Sensing Capacity, Sensing Diversity and Sparsity: Fundamental Tradeoffs & Scaling Laws

Venkatesh Saligrama
Boston University

A fundamental problem in sensor networks is to determine the sensing capacity, i.e., the minimum number of sensors required to monitor a given region to a desired degree of fidelity based on noisy sensor data. This question has direct bearing on the corresponding coverage problem, wherein the task is to determine the maximum coverage region with a given set of sensors. In this paper we show that sensing capacity is a function of SNR, sparsity—the inherent complexity/ dimensionality of the underlying signal/information space and its frequency of occurrence—and sensing diversity, i.e., the number of independent paths from the underlying signal space to the multiple sensors.

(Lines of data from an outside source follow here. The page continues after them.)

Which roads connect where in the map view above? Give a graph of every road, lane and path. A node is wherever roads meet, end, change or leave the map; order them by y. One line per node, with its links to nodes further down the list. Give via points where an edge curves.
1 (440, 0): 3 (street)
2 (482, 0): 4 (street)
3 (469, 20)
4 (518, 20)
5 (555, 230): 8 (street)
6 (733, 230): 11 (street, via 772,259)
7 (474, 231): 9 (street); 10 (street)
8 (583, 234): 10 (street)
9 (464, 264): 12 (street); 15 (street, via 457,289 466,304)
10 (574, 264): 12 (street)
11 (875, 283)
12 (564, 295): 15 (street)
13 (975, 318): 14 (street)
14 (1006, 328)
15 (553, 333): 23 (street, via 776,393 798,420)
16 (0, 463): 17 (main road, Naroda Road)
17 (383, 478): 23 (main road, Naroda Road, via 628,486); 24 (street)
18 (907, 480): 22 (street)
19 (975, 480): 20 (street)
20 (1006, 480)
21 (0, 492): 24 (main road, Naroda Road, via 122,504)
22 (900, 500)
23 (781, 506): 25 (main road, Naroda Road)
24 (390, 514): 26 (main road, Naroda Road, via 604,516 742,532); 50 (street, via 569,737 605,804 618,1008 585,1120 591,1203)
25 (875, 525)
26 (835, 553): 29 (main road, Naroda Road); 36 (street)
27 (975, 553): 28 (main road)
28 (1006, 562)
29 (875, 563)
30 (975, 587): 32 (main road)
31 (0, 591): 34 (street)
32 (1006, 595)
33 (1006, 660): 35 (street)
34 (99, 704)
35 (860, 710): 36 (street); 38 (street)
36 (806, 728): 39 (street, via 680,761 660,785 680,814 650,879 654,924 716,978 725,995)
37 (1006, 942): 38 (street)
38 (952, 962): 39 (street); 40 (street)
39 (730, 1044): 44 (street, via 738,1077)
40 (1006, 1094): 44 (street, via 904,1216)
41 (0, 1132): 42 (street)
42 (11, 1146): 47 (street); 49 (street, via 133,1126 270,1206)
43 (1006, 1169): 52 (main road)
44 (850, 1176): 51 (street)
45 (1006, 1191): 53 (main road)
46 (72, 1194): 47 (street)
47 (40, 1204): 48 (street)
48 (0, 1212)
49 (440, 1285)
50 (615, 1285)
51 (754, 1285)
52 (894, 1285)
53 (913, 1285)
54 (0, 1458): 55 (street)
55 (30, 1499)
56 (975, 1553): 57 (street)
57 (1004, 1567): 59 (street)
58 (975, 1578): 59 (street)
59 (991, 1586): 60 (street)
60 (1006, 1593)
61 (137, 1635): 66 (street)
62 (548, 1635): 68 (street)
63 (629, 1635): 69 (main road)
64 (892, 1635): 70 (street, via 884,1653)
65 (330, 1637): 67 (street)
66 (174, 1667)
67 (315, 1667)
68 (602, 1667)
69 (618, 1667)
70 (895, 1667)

We derive fundamental tradeoffs between SNR, sparsity, diversity and capacity. We show that the capacity is a monotonic function of SNR and diversity. A surprising result is that as sparsity approaches zero so does the sensing capacity irrespective of diversity. This implies for instance that to reliably monitor a small number of targets in a given region requires an disproportionally large number of sensors.
Furthermore, a wide-beam low SNR network of sensor arrays can have superior performance relative to a corresponding narrow-beam high-resolution network.